* **Task requirements**
Nothing after the line containing "Build a routing" belongs in the answer; write out exactly every line from the start of the material up to it, including it.

* **Excerpted data**
____

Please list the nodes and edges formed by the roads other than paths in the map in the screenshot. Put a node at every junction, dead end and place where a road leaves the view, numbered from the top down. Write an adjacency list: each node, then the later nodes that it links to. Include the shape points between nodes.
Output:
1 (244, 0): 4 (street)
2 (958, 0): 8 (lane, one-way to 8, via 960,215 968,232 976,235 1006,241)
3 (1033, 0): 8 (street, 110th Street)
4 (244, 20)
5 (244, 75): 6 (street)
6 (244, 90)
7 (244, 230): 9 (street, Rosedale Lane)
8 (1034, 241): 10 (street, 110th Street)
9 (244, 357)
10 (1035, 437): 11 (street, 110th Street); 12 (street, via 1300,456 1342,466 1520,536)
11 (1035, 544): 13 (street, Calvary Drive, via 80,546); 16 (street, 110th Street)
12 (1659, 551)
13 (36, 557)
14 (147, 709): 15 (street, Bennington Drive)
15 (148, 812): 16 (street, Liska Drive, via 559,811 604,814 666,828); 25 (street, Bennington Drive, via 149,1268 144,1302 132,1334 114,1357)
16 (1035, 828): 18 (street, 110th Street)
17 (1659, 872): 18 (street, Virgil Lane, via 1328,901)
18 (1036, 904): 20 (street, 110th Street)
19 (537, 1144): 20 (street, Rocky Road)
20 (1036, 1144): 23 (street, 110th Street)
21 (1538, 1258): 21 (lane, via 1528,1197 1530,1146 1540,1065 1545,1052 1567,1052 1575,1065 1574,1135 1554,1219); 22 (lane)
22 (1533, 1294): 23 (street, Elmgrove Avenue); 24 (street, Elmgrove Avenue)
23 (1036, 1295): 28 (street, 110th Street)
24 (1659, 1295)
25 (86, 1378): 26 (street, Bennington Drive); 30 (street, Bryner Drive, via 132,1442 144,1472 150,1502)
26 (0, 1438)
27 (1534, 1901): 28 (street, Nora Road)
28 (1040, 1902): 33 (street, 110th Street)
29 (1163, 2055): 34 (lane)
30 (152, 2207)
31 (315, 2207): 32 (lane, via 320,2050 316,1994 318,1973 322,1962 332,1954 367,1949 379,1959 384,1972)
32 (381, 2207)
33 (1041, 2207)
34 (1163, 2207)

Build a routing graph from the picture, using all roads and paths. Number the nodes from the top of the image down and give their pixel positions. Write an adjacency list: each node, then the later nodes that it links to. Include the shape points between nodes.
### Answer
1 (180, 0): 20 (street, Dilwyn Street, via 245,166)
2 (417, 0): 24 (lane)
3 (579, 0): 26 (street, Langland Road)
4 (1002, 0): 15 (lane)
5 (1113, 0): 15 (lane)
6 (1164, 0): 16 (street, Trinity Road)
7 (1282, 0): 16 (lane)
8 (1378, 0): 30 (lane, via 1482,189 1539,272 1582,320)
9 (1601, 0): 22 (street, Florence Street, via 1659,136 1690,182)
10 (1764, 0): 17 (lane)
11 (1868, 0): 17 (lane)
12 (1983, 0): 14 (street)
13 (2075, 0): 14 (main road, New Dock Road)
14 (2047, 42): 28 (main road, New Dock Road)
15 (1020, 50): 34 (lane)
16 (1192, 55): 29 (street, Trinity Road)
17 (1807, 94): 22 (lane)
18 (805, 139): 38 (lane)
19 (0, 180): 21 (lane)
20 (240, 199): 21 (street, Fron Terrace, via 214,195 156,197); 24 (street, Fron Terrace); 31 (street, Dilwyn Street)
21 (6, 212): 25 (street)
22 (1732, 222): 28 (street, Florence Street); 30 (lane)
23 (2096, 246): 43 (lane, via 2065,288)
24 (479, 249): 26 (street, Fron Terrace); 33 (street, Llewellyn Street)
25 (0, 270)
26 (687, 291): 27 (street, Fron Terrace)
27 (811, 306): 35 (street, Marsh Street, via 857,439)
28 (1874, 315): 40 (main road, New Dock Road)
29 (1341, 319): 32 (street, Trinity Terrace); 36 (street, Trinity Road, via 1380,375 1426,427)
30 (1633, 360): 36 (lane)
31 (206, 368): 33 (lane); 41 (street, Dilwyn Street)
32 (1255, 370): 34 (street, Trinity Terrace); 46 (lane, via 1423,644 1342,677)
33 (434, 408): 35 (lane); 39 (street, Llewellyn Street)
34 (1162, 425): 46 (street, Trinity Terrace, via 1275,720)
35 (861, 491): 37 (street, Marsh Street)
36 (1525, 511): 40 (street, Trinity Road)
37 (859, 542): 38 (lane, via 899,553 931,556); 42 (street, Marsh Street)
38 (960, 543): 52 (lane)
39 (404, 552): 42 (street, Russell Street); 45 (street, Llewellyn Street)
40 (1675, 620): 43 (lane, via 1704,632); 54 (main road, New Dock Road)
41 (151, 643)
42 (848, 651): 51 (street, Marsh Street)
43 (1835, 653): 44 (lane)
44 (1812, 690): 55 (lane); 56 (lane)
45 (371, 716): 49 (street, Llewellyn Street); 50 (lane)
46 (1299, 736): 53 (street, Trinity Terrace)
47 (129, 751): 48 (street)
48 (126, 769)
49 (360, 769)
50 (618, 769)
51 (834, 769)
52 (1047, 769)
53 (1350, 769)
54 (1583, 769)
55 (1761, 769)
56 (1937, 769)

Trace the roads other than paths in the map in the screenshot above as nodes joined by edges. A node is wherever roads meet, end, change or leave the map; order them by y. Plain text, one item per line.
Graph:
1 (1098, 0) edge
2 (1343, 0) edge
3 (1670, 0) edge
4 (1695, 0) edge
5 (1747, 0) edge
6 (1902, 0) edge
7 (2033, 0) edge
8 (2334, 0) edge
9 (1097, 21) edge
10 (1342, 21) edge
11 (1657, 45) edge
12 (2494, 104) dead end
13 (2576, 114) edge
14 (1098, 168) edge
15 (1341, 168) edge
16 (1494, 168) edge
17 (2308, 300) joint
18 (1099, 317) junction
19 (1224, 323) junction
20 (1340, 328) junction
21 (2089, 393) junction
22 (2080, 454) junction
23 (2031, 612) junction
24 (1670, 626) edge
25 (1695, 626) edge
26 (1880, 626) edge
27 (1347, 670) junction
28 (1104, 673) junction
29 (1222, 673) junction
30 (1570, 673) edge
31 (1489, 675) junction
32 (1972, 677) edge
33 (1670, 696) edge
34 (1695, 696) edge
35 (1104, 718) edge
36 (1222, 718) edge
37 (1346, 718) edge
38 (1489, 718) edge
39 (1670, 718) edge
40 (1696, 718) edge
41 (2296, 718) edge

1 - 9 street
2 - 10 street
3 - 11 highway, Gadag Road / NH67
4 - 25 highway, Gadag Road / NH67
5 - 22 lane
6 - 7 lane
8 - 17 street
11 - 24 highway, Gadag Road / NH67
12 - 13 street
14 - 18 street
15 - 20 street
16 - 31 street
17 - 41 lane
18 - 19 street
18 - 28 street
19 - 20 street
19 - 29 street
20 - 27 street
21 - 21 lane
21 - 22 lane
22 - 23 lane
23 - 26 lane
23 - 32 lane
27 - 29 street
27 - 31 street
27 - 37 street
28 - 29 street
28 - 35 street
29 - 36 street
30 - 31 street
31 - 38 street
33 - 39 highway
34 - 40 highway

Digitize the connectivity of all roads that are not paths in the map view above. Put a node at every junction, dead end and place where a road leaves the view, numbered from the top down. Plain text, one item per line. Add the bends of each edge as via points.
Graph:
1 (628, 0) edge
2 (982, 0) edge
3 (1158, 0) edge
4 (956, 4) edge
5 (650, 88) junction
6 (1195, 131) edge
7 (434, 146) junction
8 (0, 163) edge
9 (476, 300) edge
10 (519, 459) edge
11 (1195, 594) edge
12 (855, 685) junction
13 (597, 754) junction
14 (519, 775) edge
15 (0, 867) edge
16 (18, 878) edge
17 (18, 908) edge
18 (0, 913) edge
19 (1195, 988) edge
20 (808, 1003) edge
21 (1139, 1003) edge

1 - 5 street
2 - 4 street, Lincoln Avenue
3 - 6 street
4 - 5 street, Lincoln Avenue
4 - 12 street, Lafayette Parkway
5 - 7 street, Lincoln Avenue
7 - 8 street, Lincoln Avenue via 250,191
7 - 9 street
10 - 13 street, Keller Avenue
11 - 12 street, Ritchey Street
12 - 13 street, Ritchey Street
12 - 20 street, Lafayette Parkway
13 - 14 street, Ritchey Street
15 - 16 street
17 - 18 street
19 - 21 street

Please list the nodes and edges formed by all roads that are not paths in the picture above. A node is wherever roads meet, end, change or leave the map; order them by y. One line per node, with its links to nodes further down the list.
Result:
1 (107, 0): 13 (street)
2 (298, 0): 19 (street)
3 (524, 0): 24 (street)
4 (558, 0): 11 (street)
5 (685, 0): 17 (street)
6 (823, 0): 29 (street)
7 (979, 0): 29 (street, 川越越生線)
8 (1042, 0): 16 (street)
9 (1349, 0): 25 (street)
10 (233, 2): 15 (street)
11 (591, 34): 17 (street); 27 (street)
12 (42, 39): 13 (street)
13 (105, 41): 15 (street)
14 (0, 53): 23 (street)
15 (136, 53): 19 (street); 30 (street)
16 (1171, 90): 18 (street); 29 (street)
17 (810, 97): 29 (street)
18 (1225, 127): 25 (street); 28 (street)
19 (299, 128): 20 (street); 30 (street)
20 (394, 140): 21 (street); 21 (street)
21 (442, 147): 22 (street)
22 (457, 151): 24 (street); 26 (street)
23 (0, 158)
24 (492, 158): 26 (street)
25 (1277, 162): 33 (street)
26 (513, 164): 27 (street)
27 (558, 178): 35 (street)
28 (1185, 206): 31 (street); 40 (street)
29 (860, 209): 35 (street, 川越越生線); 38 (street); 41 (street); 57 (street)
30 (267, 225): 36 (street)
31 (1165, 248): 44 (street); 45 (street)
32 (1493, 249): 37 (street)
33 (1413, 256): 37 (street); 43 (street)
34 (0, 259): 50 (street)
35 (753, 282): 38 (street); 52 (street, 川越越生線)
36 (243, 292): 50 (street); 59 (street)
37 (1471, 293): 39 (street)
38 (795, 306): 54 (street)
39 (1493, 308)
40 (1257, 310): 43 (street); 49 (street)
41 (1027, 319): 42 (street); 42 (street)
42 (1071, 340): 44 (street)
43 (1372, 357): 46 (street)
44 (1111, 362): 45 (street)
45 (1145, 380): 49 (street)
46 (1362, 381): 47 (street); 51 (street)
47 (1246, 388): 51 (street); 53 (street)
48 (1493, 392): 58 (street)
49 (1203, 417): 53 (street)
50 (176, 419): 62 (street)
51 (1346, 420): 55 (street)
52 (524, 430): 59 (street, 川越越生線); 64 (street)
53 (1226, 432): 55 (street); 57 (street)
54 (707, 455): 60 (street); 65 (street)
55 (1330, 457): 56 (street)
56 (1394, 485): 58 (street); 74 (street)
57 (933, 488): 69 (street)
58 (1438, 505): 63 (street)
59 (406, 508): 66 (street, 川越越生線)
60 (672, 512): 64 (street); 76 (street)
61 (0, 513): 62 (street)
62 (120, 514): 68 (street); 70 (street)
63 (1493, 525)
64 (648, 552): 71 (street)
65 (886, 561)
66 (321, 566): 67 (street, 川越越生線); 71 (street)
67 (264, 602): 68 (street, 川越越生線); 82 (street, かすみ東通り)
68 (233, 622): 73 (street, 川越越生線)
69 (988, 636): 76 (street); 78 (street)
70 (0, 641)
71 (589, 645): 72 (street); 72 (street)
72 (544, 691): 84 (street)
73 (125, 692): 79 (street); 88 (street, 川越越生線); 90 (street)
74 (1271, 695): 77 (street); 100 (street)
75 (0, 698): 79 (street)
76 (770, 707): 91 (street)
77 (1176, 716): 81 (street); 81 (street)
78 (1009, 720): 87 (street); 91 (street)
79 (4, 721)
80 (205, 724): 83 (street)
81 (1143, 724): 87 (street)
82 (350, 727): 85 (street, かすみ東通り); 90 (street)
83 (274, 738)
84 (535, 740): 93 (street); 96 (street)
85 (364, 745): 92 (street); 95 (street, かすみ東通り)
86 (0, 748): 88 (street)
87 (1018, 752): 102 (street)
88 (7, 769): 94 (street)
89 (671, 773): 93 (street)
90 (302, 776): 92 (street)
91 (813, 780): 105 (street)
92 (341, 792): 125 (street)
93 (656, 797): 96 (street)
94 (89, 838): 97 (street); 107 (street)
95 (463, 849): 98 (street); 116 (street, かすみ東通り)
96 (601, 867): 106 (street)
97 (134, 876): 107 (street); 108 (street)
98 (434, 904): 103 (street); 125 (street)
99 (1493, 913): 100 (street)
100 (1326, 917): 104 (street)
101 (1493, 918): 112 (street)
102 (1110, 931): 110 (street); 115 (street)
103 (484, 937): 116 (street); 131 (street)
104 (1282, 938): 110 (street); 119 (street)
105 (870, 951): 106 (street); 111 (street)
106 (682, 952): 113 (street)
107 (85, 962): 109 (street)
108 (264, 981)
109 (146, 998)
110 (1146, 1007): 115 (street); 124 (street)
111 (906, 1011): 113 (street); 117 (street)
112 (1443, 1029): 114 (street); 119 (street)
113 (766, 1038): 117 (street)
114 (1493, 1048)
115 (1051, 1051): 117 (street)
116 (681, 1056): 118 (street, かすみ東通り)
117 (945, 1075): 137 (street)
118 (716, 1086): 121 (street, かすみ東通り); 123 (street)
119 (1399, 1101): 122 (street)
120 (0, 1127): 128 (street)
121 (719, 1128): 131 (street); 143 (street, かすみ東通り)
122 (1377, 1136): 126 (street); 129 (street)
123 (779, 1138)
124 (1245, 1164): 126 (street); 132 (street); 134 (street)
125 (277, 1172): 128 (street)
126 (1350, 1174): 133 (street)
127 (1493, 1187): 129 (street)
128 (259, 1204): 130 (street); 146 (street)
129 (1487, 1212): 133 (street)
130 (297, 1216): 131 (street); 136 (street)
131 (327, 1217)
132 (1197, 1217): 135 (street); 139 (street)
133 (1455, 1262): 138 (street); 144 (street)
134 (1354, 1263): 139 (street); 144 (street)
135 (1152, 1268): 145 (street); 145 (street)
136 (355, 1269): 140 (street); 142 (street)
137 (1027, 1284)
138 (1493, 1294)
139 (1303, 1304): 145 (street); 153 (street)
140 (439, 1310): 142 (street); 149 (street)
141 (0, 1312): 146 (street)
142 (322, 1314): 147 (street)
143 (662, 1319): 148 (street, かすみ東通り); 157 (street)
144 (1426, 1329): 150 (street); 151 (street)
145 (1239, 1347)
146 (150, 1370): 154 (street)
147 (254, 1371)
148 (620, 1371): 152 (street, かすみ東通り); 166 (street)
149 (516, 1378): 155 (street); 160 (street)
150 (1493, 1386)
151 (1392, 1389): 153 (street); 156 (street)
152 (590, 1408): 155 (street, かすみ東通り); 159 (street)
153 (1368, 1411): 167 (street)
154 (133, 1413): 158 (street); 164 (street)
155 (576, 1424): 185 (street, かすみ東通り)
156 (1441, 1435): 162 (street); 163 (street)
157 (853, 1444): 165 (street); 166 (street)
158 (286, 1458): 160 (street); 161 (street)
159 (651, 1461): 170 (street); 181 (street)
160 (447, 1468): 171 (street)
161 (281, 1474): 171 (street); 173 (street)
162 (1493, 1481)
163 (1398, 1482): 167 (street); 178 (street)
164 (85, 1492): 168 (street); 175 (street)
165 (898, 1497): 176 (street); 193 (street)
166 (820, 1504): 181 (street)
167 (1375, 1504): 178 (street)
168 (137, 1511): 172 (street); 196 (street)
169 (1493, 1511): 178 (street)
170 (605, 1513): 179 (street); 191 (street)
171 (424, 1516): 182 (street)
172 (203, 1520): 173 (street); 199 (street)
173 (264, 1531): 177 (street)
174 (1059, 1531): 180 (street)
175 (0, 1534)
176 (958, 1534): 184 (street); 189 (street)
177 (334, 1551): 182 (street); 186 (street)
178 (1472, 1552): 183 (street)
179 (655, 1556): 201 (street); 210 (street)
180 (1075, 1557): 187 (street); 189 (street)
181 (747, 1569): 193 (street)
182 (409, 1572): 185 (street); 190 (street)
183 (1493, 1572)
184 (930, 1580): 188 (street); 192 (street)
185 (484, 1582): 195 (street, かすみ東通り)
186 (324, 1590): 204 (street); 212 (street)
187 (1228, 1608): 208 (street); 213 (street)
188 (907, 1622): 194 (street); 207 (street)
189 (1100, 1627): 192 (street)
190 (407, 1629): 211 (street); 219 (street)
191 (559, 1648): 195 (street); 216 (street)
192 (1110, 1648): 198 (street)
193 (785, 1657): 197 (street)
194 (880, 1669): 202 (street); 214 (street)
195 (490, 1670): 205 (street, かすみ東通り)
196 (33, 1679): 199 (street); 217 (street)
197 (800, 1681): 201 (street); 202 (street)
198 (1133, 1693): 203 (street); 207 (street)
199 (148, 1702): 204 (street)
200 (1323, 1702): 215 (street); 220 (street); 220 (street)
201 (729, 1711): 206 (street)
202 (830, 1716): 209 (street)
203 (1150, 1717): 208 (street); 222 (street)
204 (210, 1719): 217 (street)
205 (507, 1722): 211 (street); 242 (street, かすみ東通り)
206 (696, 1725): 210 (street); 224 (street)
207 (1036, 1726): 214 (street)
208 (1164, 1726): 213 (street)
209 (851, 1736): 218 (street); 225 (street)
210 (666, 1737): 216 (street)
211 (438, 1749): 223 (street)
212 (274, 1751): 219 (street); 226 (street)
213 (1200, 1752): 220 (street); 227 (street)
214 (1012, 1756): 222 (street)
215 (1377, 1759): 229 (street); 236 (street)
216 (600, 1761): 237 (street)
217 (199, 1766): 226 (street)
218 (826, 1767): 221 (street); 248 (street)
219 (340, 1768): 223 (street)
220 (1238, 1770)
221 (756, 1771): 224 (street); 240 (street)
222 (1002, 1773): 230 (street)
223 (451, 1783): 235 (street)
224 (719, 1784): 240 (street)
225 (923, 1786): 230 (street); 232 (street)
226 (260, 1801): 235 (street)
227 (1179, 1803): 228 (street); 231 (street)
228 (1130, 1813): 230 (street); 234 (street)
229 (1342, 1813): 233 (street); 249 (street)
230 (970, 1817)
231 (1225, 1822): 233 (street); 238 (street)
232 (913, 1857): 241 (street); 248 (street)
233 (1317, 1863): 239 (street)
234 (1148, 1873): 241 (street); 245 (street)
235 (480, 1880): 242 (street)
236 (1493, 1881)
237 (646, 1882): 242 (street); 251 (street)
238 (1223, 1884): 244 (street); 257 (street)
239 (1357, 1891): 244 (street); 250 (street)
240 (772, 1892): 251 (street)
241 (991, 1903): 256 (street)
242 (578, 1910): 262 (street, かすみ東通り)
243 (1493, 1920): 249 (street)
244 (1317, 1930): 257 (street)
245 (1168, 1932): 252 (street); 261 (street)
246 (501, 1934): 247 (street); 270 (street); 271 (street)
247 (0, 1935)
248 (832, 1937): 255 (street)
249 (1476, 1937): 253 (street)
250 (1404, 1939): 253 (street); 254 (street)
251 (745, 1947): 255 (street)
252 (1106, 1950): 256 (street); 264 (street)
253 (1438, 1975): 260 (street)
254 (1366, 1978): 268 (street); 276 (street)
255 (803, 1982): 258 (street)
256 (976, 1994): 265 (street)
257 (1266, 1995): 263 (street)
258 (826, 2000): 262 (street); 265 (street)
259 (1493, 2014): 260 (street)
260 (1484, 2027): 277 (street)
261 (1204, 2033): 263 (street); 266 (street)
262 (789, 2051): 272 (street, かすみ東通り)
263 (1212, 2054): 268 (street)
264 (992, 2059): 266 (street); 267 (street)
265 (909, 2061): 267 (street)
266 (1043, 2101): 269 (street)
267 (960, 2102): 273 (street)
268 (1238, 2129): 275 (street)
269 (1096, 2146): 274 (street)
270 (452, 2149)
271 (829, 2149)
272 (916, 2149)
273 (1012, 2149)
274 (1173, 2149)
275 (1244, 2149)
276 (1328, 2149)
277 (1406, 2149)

____

* **Solution**
Please list the nodes and edges formed by the roads other than paths in the map in the screenshot. Put a node at every junction, dead end and place where a road leaves the view, numbered from the top down. Write an adjacency list: each node, then the later nodes that it links to. Include the shape points between nodes.
Output:
1 (244, 0): 4 (street)
2 (958, 0): 8 (lane, one-way to 8, via 960,215 968,232 976,235 1006,241)
3 (1033, 0): 8 (street, 110th Street)
4 (244, 20)
5 (244, 75): 6 (street)
6 (244, 90)
7 (244, 230): 9 (street, Rosedale Lane)
8 (1034, 241): 10 (street, 110th Street)
9 (244, 357)
10 (1035, 437): 11 (street, 110th Street); 12 (street, via 1300,456 1342,466 1520,536)
11 (1035, 544): 13 (street, Calvary Drive, via 80,546); 16 (street, 110th Street)
12 (1659, 551)
13 (36, 557)
14 (147, 709): 15 (street, Bennington Drive)
15 (148, 812): 16 (street, Liska Drive, via 559,811 604,814 666,828); 25 (street, Bennington Drive, via 149,1268 144,1302 132,1334 114,1357)
16 (1035, 828): 18 (street, 110th Street)
17 (1659, 872): 18 (street, Virgil Lane, via 1328,901)
18 (1036, 904): 20 (street, 110th Street)
19 (537, 1144): 20 (street, Rocky Road)
20 (1036, 1144): 23 (street, 110th Street)
21 (1538, 1258): 21 (lane, via 1528,1197 1530,1146 1540,1065 1545,1052 1567,1052 1575,1065 1574,1135 1554,1219); 22 (lane)
22 (1533, 1294): 23 (street, Elmgrove Avenue); 24 (street, Elmgrove Avenue)
23 (1036, 1295): 28 (street, 110th Street)
24 (1659, 1295)
25 (86, 1378): 26 (street, Bennington Drive); 30 (street, Bryner Drive, via 132,1442 144,1472 150,1502)
26 (0, 1438)
27 (1534, 1901): 28 (street, Nora Road)
28 (1040, 1902): 33 (street, 110th Street)
29 (1163, 2055): 34 (lane)
30 (152, 2207)
31 (315, 2207): 32 (lane, via 320,2050 316,1994 318,1973 322,1962 332,1954 367,1949 379,1959 384,1972)
32 (381, 2207)
33 (1041, 2207)
34 (1163, 2207)

Build a routing graph from the picture, using all roads and paths. Number the nodes from the top of the image down and give their pixel positions. Write an adjacency list: each node, then the later nodes that it links to. Include the shape points between nodes.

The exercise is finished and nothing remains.